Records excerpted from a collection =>
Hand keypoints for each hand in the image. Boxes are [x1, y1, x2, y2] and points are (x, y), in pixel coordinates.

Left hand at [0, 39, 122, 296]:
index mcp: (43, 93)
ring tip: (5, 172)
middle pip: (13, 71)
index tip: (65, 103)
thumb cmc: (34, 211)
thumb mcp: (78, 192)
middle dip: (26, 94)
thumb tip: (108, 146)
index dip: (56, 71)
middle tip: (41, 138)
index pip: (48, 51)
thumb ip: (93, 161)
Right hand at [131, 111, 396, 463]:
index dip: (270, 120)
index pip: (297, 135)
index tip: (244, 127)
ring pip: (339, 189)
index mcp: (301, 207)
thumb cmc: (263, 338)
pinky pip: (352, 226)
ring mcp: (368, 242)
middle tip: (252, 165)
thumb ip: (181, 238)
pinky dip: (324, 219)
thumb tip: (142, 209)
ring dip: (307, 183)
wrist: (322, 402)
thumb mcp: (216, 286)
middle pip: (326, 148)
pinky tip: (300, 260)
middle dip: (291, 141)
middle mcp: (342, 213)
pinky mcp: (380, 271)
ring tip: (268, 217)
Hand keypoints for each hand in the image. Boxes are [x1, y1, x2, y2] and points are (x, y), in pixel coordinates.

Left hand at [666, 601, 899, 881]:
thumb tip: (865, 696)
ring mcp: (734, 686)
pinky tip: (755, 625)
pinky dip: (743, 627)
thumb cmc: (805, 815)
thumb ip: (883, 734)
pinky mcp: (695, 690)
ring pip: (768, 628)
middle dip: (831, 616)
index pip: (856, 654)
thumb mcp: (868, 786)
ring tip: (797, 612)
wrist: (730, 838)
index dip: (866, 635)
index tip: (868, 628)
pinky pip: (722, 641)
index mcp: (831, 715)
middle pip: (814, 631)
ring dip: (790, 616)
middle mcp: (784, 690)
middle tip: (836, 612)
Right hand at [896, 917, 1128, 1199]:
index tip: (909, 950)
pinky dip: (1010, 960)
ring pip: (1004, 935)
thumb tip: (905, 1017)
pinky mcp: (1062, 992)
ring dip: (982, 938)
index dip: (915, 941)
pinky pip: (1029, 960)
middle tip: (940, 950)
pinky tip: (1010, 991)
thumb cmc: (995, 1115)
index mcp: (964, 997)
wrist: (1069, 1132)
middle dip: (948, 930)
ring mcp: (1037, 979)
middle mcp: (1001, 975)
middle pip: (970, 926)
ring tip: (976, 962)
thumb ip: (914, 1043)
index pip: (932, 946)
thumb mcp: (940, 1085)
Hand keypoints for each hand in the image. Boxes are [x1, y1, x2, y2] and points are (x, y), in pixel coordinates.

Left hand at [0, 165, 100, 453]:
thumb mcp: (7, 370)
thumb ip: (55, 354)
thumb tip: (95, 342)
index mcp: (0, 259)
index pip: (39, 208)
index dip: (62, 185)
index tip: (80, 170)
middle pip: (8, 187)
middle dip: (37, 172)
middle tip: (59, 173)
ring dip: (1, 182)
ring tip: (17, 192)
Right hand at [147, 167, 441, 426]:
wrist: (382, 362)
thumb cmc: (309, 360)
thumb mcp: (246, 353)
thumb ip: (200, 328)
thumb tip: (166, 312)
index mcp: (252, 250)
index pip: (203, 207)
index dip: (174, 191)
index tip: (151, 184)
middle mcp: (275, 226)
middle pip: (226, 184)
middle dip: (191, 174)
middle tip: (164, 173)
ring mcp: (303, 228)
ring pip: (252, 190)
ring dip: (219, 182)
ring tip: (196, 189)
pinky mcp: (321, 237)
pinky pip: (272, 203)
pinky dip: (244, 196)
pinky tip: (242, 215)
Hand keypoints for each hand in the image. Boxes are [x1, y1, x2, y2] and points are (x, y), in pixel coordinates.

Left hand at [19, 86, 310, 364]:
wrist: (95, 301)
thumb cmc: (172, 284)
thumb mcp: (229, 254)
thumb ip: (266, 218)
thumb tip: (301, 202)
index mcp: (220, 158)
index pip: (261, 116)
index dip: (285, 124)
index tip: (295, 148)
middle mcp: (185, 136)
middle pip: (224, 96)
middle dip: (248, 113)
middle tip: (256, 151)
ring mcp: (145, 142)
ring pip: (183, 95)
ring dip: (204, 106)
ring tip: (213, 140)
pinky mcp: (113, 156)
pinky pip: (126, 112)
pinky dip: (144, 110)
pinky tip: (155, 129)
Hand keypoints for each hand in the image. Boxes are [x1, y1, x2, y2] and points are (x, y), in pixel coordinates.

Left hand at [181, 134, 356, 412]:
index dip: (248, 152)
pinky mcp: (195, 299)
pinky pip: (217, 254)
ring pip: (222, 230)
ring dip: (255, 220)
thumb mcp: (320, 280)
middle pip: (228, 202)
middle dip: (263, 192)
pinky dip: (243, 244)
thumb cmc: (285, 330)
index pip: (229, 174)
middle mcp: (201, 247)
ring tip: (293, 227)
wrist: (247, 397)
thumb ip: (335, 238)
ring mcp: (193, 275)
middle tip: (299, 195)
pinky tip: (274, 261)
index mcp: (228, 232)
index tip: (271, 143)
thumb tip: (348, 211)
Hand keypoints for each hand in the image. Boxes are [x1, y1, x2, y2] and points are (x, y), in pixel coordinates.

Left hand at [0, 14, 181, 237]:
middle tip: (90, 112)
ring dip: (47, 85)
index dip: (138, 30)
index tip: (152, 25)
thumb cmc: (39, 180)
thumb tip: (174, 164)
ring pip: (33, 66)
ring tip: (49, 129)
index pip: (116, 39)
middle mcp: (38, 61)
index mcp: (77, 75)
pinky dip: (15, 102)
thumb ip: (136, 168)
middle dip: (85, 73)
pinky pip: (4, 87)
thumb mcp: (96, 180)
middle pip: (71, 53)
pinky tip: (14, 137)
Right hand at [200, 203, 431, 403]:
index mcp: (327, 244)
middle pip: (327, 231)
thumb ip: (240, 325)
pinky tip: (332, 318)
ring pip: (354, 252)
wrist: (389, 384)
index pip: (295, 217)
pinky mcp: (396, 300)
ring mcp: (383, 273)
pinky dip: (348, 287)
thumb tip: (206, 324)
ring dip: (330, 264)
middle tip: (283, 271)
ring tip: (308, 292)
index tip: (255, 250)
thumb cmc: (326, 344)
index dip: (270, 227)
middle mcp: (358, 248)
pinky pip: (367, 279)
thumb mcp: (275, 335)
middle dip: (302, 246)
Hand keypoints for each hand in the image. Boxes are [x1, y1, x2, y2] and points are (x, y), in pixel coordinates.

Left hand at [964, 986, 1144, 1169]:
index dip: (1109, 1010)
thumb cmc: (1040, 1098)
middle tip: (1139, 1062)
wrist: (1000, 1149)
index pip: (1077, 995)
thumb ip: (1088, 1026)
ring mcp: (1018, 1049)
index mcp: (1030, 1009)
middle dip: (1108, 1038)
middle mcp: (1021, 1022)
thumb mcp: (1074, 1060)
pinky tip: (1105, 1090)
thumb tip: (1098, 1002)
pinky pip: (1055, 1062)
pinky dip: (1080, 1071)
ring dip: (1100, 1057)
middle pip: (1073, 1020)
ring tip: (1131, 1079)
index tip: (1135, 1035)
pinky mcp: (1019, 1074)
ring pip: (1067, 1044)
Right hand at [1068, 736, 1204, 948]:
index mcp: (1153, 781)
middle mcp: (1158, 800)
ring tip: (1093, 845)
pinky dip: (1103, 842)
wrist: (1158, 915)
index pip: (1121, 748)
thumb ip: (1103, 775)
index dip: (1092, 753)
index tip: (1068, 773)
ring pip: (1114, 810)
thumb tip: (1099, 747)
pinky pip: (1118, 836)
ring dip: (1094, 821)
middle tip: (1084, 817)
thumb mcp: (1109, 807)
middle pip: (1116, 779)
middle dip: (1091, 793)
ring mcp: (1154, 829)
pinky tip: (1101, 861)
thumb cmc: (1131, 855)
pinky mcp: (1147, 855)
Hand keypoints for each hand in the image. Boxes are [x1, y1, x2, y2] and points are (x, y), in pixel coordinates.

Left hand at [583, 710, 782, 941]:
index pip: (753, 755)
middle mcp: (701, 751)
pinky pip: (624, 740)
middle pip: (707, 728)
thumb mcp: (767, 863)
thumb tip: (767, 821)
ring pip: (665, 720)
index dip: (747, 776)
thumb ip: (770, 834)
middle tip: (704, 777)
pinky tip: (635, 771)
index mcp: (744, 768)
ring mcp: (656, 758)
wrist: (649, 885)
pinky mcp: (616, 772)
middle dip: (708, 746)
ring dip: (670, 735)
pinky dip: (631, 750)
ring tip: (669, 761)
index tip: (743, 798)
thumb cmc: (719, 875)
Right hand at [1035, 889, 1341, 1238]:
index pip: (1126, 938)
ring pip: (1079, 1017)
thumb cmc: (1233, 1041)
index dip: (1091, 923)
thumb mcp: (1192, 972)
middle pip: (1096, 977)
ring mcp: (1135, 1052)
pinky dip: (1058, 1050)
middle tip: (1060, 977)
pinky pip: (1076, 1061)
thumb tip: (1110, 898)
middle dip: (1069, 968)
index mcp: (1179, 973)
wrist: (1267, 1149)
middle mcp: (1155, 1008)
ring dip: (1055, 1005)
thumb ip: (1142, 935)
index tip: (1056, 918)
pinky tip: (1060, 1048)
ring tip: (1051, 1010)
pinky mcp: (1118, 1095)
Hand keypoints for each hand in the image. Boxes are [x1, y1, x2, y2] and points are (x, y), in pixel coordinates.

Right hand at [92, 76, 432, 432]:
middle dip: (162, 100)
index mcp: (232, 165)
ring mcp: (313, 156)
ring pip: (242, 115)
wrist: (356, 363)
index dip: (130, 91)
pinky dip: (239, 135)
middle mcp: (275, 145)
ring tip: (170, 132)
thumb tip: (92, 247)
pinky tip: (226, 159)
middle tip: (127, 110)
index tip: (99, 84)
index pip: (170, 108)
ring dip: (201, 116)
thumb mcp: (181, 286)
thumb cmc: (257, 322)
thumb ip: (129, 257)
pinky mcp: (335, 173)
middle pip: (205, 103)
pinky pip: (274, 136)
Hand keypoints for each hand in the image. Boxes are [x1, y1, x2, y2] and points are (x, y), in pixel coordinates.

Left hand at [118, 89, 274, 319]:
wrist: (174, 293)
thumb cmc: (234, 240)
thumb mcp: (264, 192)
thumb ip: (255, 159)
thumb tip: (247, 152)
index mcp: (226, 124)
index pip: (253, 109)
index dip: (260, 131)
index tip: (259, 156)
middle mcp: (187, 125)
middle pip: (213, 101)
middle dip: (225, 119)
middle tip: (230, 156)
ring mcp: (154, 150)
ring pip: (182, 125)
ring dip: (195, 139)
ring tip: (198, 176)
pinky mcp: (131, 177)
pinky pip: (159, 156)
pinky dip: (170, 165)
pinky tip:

REQUIRED ACTION => From the entries above, extract only the lines running from the one containing "index pip: (39, 208)" through the one containing "pinky mcp: (321, 237)", inclusive.

WRITTEN SOLUTION =>
index pip: (39, 208)
index dip: (62, 185)
index tip: (80, 170)
middle pip: (8, 187)
middle dip: (37, 172)
middle tip: (59, 173)
ring dip: (1, 182)
ring tip: (17, 192)
Right hand at [147, 167, 441, 426]:
wrist: (382, 362)
thumb cmc: (309, 360)
thumb mcp: (246, 353)
thumb ip: (200, 328)
thumb tip: (166, 312)
index mcp: (252, 250)
index pip: (203, 207)
index dip: (174, 191)
index tip: (151, 184)
middle mcp: (275, 226)
middle pip: (226, 184)
middle dip: (191, 174)
middle tip: (164, 173)
ring mcp: (303, 228)
ring pip: (252, 190)
ring dip: (219, 182)
ring tip: (196, 189)
pinky mcp: (321, 237)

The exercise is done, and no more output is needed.